# [WHAT TO DO]
The expected output is the exact lines from the one containing "ring mcp: (1295, 958)" through the end of the data, inclusive, and nothing else.

===== DATA SECTION =====

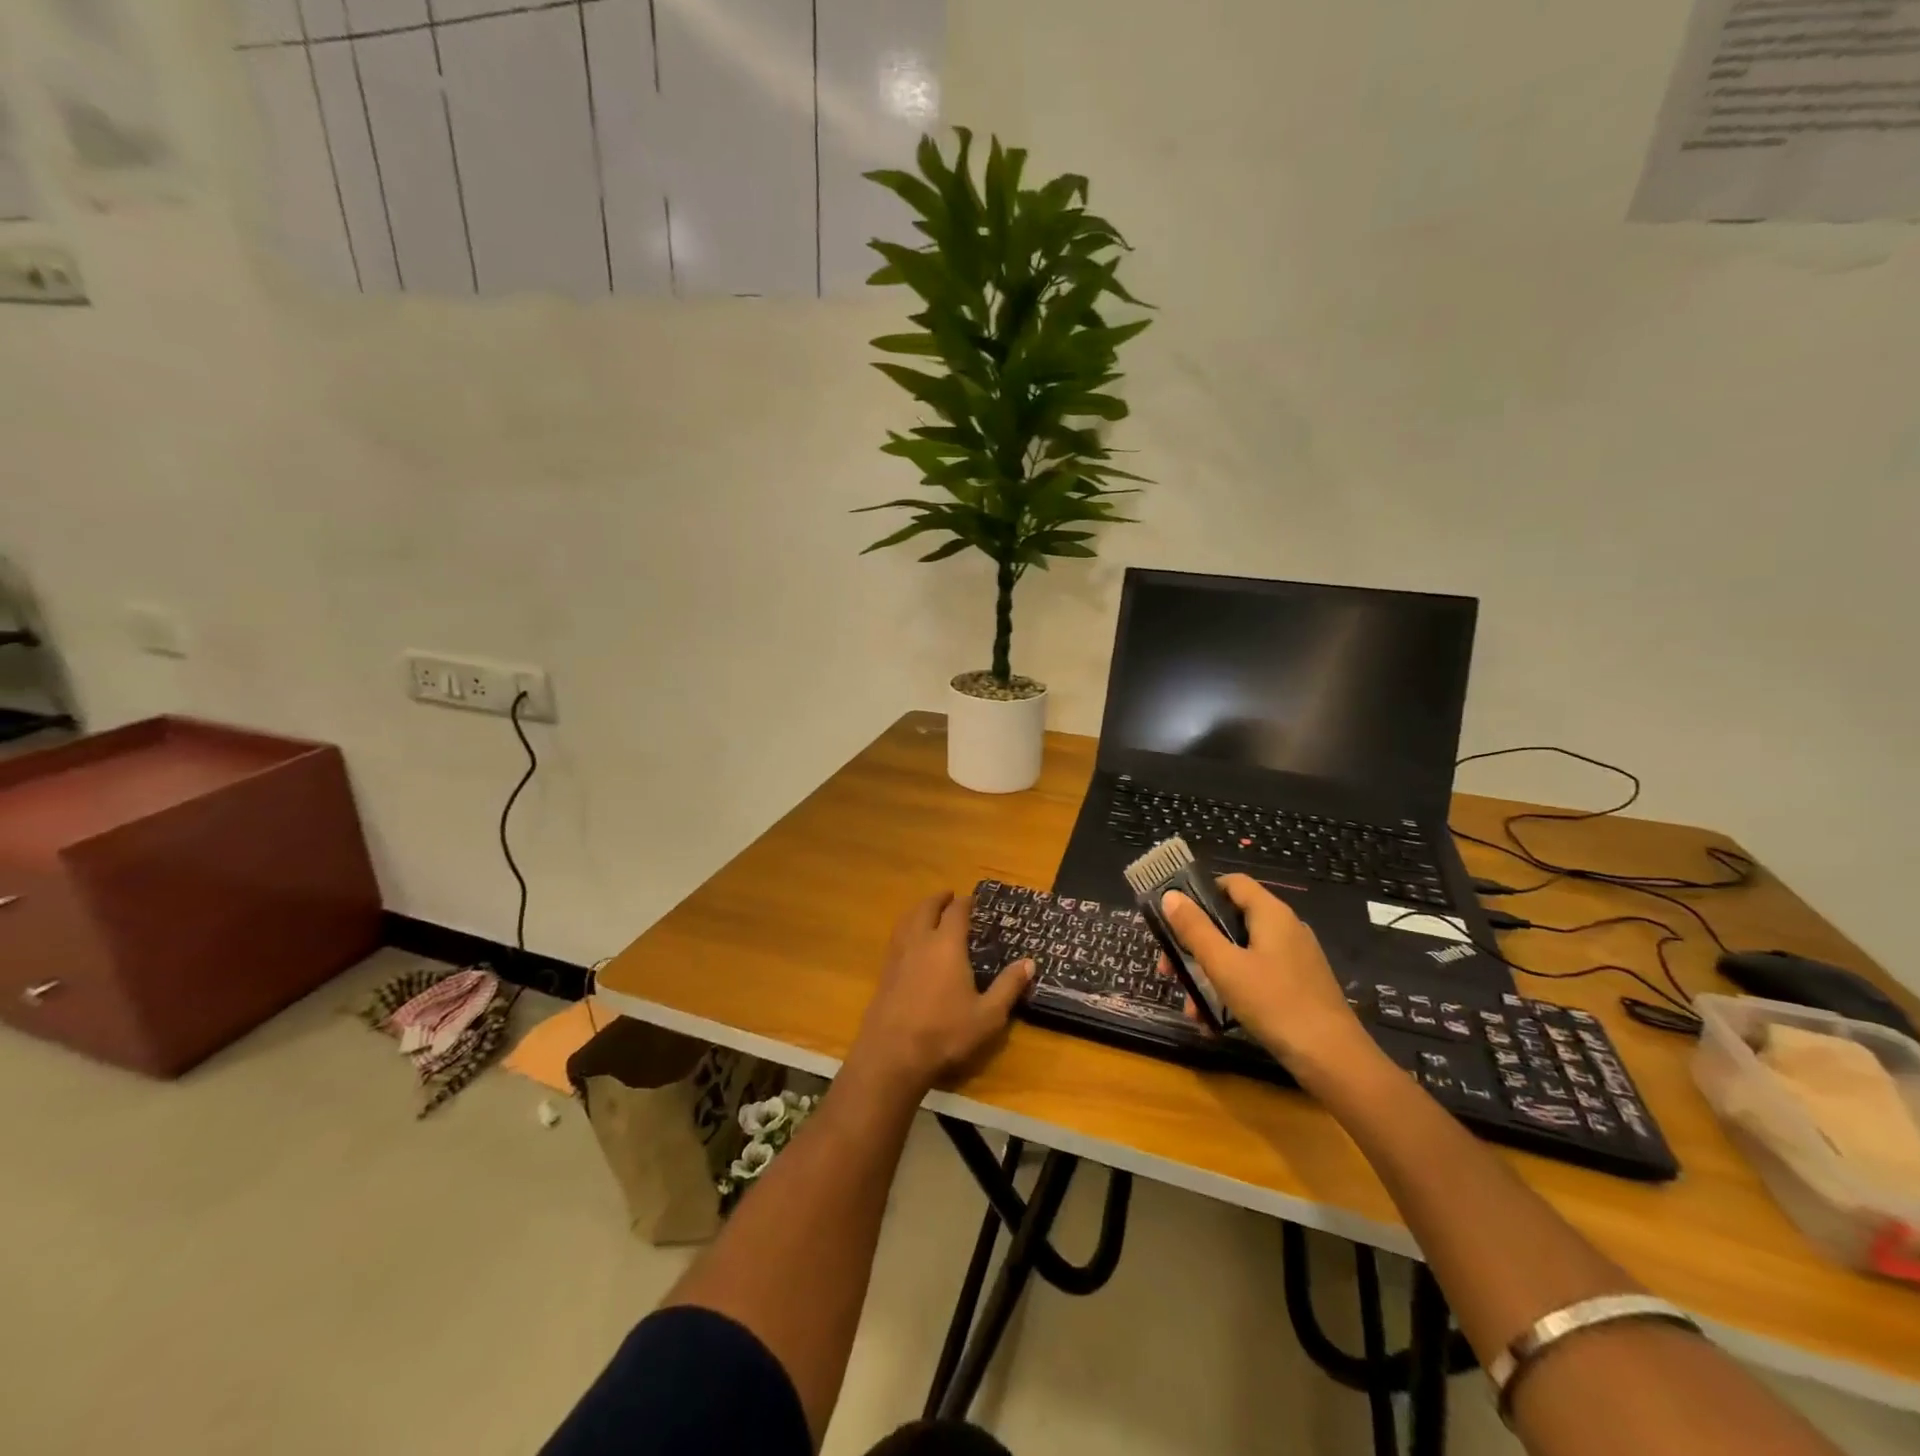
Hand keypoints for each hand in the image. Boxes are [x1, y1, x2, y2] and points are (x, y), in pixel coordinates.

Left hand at [847, 892, 1032, 1094]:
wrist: (892, 1054)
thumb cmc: (945, 1032)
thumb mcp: (988, 1015)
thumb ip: (1008, 986)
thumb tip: (1029, 963)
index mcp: (946, 945)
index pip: (956, 912)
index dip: (965, 902)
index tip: (972, 898)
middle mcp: (920, 942)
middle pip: (926, 909)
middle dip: (938, 899)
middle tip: (948, 896)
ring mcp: (897, 956)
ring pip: (906, 921)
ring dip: (918, 911)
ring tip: (927, 912)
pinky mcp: (884, 973)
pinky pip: (896, 938)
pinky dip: (906, 929)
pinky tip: (910, 943)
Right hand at [1160, 874, 1384, 1091]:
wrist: (1334, 1060)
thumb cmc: (1275, 1003)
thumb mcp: (1225, 966)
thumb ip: (1195, 929)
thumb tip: (1170, 896)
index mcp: (1271, 914)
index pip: (1232, 882)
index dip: (1201, 892)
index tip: (1175, 916)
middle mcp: (1286, 928)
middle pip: (1232, 920)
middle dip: (1197, 943)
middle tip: (1171, 968)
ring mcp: (1295, 958)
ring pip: (1241, 953)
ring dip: (1211, 974)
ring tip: (1191, 1007)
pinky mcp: (1299, 985)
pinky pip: (1256, 975)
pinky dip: (1233, 989)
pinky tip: (1214, 1021)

=====

# [TASK OUTPUT]
ring mcp: (1295, 958)
ring pip: (1241, 953)
ring dip: (1211, 974)
ring tip: (1191, 1007)
pinky mcp: (1299, 985)
pinky pip: (1256, 975)
pinky dip: (1233, 989)
pinky tip: (1214, 1021)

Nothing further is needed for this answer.